Es herrschten noch lange keine sommerlichen Temperaturen als im März vergangenen Jahres zahlreiche Mädchen unter Beifall um den Titel der “Miss-Wet-Shirt” kämpften.

Die bekannte Disco im Raum Bregenz, die den Wettbewerb arrangiert hatte, legte heiße Rythmen auf und jeweils zwei Bewerberinnen tanzten hinter gläsernen Duschkabinen unter laufendem Wasser. Je nach Gefallen des Publikums erhielten die nassen Schönheiten einen Geldbetrag und waren die Stars des Abends.

Nach dem Duschauftritt traten die Mädchen vor das Publikum, wo bereits ein Abtrockner auf sie wartete. Während die wagemutigen Teilnehmerinnen durch den Hinterausgang den Raum verließen, tanzte das Publikum auf der allgemeinen Tanzfläche ausgelassen weiter. Da die Mädchen triefend nass aus ihren Kabinen gestiegen waren, lief das Tropfwasser auch auf die Tanzfläche. Hilfspersonal putzte und schrubbte zwar eifrig, um dem Publikum trockenen Boden unter den Füßen zu verschaffen. Etwas Wasser blieb dennoch auf den hellen Bodenfliesen zurück. Für die tanzende Menge was dies bei der üblichen Discobeleuchtung kaum zu erkennen.

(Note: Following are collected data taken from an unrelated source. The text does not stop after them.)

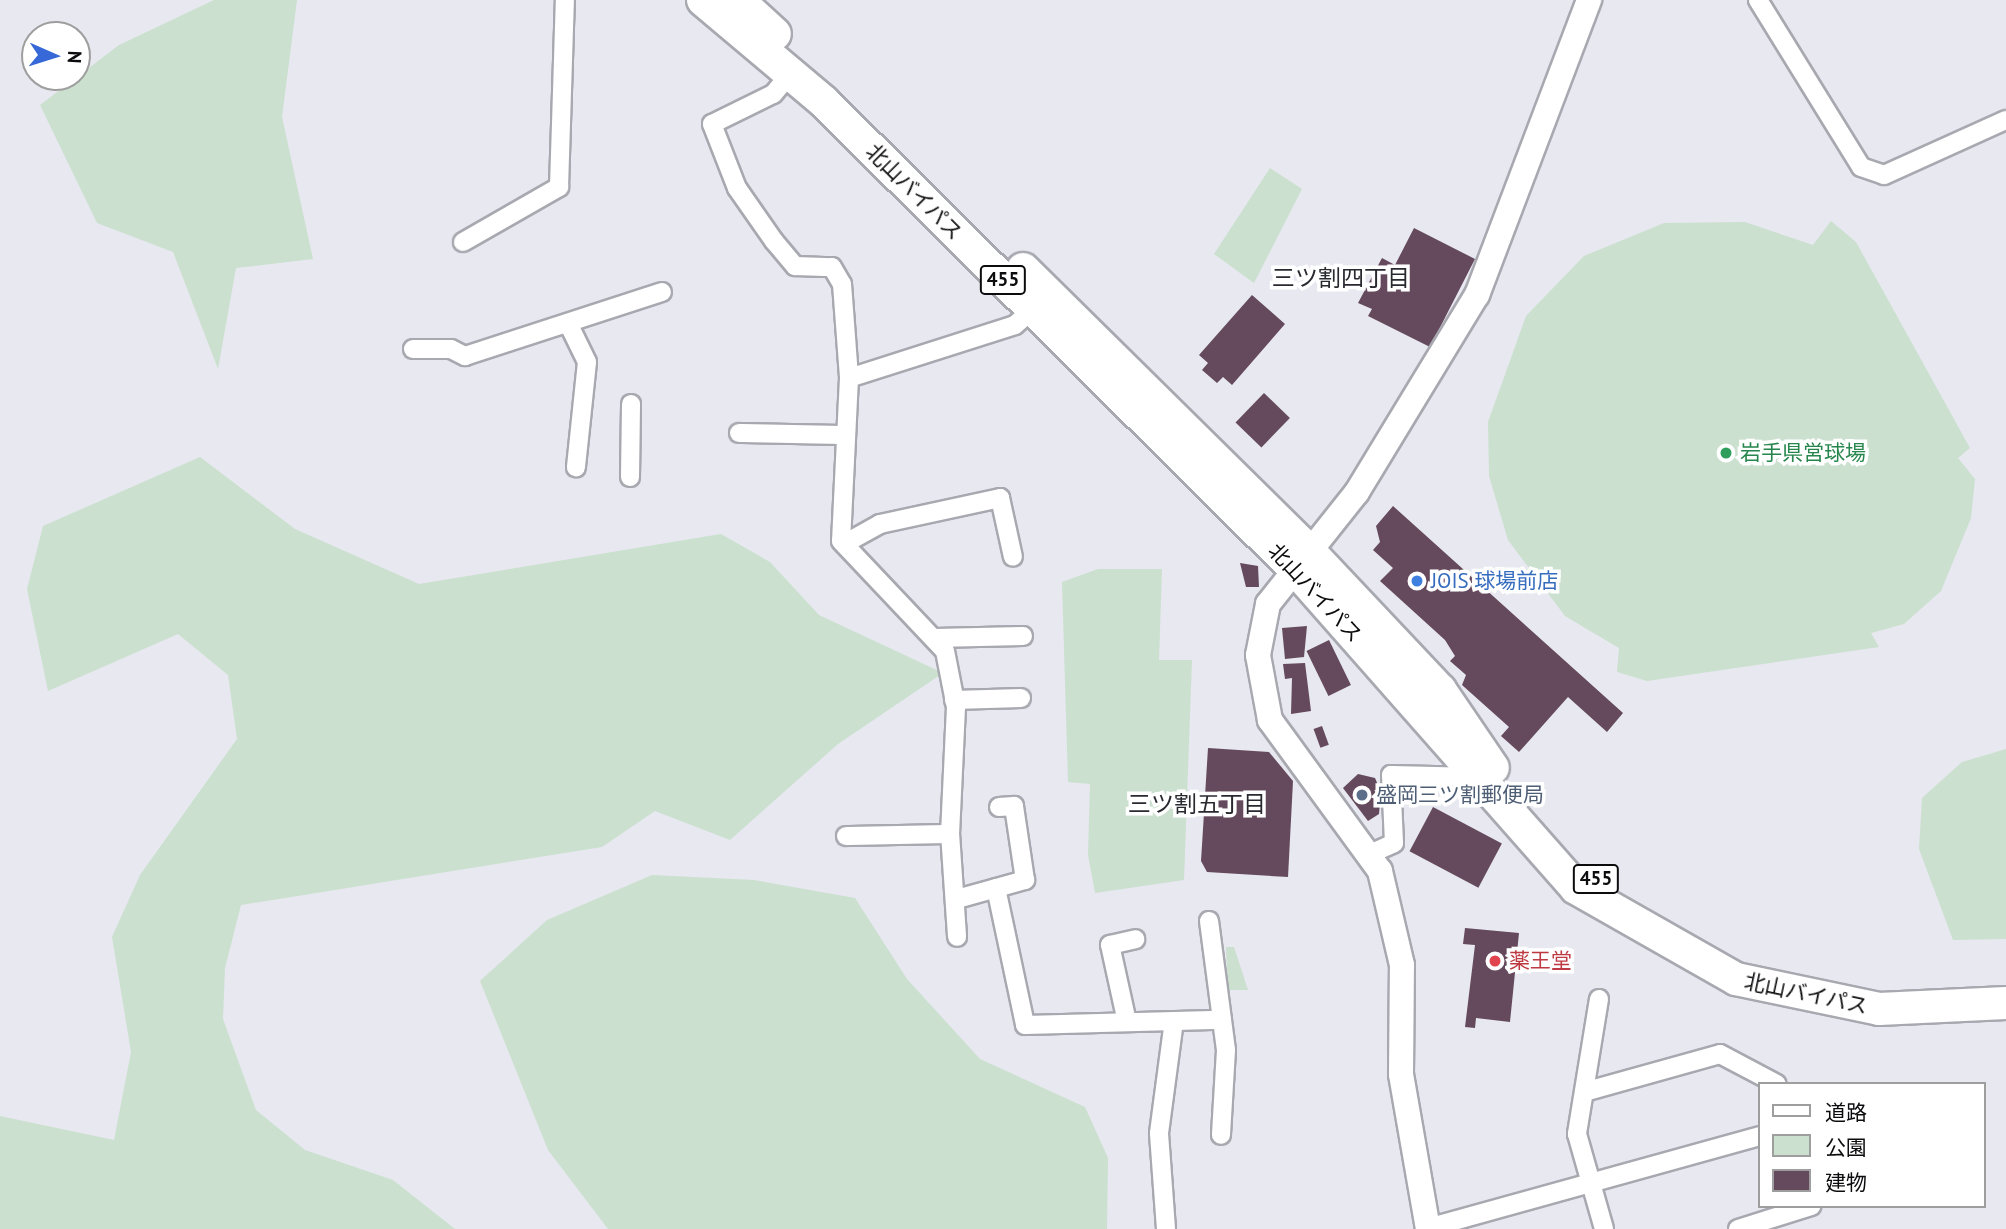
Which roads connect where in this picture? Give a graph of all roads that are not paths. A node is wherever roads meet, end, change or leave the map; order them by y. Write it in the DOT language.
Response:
graph roads {
  1 [pos="565,0"];
  2 [pos="703,0"];
  3 [pos="737,0"];
  4 [pos="1589,0"];
  5 [pos="1758,0"];
  6 [pos="790,74"];
  7 [pos="2006,120"];
  8 [pos="463,242"];
  9 [pos="662,292"];
  10 [pos="1033,309"];
  11 [pos="568,323"];
  12 [pos="413,349"];
  13 [pos="849,378"];
  14 [pos="631,404"];
  15 [pos="738,433"];
  16 [pos="845,435"];
  17 [pos="576,467"];
  18 [pos="630,477"];
  19 [pos="844,544"];
  20 [pos="1013,557"];
  21 [pos="1303,561"];
  22 [pos="1023,636"];
  23 [pos="935,638"];
  24 [pos="1021,698"];
  25 [pos="954,700"];
  26 [pos="1478,776"];
  27 [pos="999,807"];
  28 [pos="950,834"];
  29 [pos="846,836"];
  30 [pos="1372,853"];
  31 [pos="996,888"];
  32 [pos="957,899"];
  33 [pos="1209,921"];
  34 [pos="957,937"];
  35 [pos="1135,939"];
  36 [pos="2006,983"];
  37 [pos="1599,999"];
  38 [pos="2006,1003"];
  39 [pos="1222,1020"];
  40 [pos="1174,1021"];
  41 [pos="1126,1022"];
  42 [pos="1773,1082"];
  43 [pos="1584,1092"];
  44 [pos="1221,1135"];
  45 [pos="1758,1136"];
  46 [pos="1591,1185"];
  47 [pos="1805,1208"];
  48 [pos="1166,1229"];
  49 [pos="1428,1229"];
  50 [pos="1604,1229"];
  51 [pos="1738,1229"];
  1 -- 8 [label="street"];
  2 -- 6 [label="highway, 北山バイパス / 455"];
  3 -- 21 [label="highway, 北山バイパス / 455"];
  4 -- 21 [label="street"];
  5 -- 7 [label="street"];
  6 -- 10 [label="highway, 北山バイパス / 455"];
  6 -- 13 [label="street"];
  9 -- 11 [label="street"];
  10 -- 13 [label="street"];
  10 -- 21 [label="highway, 北山バイパス / 455"];
  11 -- 12 [label="street"];
  11 -- 17 [label="street"];
  13 -- 16 [label="street"];
  14 -- 18 [label="street"];
  15 -- 16 [label="street"];
  16 -- 19 [label="street"];
  19 -- 20 [label="street"];
  19 -- 23 [label="street"];
  21 -- 26 [label="highway, 北山バイパス / 455"];
  21 -- 30 [label="street"];
  21 -- 36 [label="highway, 北山バイパス / 455"];
  22 -- 23 [label="street"];
  23 -- 25 [label="street"];
  24 -- 25 [label="street"];
  25 -- 28 [label="street"];
  26 -- 30 [label="street"];
  26 -- 38 [label="highway, 北山バイパス / 455"];
  27 -- 31 [label="street"];
  28 -- 29 [label="street"];
  28 -- 32 [label="street"];
  30 -- 49 [label="street"];
  31 -- 32 [label="street"];
  31 -- 41 [label="street"];
  32 -- 34 [label="street"];
  33 -- 39 [label="street"];
  35 -- 41 [label="street"];
  37 -- 43 [label="street"];
  39 -- 40 [label="street"];
  39 -- 44 [label="street"];
  40 -- 41 [label="street"];
  40 -- 48 [label="street"];
  42 -- 43 [label="street"];
  43 -- 46 [label="street"];
  45 -- 46 [label="street"];
  46 -- 49 [label="street"];
  46 -- 50 [label="street"];
  47 -- 51 [label="street"];
}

Der nasse Boden wurde einem 21-jährigen Discobesucher zum Verhängnis. Blitzartig zog es ihm die Beine weg und er fiel direkt aufs Gesicht. Er musste ins Krankenhaus. Bilanz des nächtlichen Vergnügens: eine Rissquetschwunde am Kinn, zwei gelockerte Zähne, zehn Tage schwere, 28 Tage leichte Schmerzen.

Anwalt Matthias Kucera konnte für seinen Mandanten einen Schadenersatzbetrag von 5850 Euro erkämpfen. Schuld an dem Ausrutscher sei aber der Kläger zu einem Drittel selbst, so beide Instanzen. “Ihm hätte bewusst sein müssen, dass der Boden nass war”, heißt es in der Begründung.